October 2019
Features

Improved well economics through formation water reduction technology

New case study data from the Permian basin show how an operator reduced water disposal costs and improved oil production.
Adam K. Harper / Hexion Inc.

FORMATION WATER CONCERNS

Onshore oilfield water management costs for 2019 are an estimated $37.5 billion. This is a 12% increase over 2018 costs. Formation water re-injection and disposal account for 25% of the total cost, and the Permian basin continues to generate the largest amount of this formation water. Estimates indicate a growth trend for the next several years, despite the oil and gas industry producing five times more water than is needed for hydraulic fracturing.1 A majority of formation water is transported by truck or pipeline and disposed of in saltwater disposal wells, which add to operational costs and affect overall well economics.
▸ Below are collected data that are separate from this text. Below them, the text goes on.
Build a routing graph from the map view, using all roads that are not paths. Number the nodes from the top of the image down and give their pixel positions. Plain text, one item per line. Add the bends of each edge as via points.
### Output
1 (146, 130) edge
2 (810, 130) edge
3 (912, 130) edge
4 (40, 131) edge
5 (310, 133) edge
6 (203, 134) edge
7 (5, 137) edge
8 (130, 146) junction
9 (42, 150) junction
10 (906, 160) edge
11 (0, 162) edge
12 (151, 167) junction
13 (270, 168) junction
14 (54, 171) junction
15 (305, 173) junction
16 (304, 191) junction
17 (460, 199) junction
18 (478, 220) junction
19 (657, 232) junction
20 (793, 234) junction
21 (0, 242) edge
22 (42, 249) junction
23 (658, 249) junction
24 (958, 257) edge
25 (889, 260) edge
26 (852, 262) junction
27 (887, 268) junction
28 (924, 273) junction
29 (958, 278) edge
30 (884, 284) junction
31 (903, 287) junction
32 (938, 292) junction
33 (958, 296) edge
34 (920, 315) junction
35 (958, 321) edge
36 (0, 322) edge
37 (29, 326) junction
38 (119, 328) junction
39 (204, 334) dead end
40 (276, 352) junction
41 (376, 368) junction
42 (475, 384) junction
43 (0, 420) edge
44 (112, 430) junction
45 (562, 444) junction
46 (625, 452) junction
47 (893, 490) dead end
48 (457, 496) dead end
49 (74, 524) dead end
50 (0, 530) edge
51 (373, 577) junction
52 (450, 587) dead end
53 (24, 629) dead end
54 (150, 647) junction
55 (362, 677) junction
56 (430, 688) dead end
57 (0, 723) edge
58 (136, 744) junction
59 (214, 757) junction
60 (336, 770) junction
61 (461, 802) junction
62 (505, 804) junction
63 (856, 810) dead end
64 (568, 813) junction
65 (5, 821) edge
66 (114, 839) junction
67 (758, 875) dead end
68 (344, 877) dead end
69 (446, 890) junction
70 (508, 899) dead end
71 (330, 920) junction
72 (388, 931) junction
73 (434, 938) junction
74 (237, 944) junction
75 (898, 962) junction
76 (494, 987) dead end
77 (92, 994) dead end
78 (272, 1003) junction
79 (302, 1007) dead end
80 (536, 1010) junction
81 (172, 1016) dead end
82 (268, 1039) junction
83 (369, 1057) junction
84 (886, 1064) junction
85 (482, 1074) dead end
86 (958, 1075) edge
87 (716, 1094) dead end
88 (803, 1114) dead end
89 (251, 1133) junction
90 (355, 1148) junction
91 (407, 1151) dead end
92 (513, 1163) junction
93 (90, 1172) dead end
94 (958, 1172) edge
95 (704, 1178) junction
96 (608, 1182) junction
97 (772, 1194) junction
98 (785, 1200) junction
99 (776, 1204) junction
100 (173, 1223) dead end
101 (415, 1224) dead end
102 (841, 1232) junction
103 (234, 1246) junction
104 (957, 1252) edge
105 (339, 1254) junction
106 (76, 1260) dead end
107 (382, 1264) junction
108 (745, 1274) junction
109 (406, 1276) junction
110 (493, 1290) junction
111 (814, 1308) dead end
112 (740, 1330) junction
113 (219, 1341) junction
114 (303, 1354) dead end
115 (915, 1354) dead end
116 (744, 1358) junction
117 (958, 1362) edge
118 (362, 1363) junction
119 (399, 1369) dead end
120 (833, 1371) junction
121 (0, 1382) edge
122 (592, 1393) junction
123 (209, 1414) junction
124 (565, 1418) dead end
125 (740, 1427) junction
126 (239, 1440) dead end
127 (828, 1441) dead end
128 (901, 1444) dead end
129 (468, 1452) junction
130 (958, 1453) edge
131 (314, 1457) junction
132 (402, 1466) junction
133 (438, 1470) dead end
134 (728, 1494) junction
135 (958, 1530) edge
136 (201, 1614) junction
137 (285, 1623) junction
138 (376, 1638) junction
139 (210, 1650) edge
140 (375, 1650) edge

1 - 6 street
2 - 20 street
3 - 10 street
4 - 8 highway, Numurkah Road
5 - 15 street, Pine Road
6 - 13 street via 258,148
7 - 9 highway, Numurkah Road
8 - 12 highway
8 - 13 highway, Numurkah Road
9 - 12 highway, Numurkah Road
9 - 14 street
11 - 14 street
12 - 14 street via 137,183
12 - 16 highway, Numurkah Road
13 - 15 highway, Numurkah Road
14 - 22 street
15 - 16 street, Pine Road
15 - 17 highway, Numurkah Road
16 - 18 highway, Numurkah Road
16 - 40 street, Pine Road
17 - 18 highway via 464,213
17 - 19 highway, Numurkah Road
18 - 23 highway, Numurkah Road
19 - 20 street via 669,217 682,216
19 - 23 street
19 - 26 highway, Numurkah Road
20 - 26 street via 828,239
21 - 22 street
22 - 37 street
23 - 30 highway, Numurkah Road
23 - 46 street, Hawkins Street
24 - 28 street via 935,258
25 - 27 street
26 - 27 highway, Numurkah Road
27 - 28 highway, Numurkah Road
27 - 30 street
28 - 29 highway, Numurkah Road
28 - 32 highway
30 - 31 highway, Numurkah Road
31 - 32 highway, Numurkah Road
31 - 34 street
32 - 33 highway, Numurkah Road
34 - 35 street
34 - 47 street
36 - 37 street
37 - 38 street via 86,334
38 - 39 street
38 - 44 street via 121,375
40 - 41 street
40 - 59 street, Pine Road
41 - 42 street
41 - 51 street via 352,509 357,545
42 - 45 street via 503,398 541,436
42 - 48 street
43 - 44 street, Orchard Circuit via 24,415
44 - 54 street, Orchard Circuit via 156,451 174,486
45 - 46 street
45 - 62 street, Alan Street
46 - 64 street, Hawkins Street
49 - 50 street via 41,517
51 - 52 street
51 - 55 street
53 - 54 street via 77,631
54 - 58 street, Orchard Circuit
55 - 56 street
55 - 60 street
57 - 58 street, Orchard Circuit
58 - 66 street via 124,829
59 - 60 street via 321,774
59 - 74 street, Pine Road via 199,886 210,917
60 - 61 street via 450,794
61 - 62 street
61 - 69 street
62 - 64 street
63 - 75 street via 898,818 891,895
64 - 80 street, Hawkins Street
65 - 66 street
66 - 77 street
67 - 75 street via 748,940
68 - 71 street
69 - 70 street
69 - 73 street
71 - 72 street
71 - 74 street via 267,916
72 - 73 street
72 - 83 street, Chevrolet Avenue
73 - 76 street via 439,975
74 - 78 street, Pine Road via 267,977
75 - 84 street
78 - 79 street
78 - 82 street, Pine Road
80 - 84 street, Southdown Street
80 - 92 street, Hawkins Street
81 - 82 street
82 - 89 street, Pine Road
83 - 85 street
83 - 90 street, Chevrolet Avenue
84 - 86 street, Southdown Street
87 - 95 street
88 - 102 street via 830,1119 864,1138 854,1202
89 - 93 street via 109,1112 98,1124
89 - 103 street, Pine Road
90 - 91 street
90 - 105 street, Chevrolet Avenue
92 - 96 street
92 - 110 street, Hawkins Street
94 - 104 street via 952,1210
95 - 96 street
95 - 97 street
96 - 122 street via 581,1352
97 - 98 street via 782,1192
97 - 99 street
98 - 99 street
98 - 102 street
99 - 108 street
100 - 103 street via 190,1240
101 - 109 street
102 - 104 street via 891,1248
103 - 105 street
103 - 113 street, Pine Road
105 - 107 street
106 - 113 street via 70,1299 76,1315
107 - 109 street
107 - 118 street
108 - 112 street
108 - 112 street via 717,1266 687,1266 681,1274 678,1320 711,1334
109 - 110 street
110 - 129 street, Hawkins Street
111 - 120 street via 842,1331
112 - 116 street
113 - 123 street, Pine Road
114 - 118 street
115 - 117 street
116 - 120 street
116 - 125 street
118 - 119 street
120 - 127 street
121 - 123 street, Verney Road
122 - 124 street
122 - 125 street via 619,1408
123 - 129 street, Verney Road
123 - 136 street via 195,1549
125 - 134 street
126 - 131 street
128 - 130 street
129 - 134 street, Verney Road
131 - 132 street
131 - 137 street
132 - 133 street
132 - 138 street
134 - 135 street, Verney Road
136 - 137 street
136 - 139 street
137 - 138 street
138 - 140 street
This is of particular concern for operators developing new areas that do not have the infrastructure in place to handle the massive amounts of produced water. In some cases, oil and gas production is throttled to slow the water production. Operators not only absorb water hauling and disposal costs, they are experiencing diminished returns on investment from the affected wells.

HEXION’S SOLUTION

A different approach to dealing with produced water was proposed by researchers at Hexion. The concept was to leave the water downhole and produce the oil and gas. By changing the water cut, less water and more oil is produced to the surface.

To achieve this, Hexion developed the patented AquaBond formation water reduction technology. This advanced technology is a resin system that is coated on proppant that preferentially admits hydrocarbons into the proppant pack over water. This is achieved by tailoring the surface chemistry and affecting the relative permeability of the proppant. Since this unique chemistry is part of the resin itself, it does not wash off the proppant grains during production.

The coated proppant is pumped downhole, just like a traditional proppant, and does not require special equipment or additional chemicals. It is compatible with commonly used hydraulic fracturing fluid components, however, pre-job fluid compatibility testing is recommended. Frac water returns to the surface per typical flowback procedures, but after oil and formation water come into contact with the proppant pack, the technology preferentially flows the oil.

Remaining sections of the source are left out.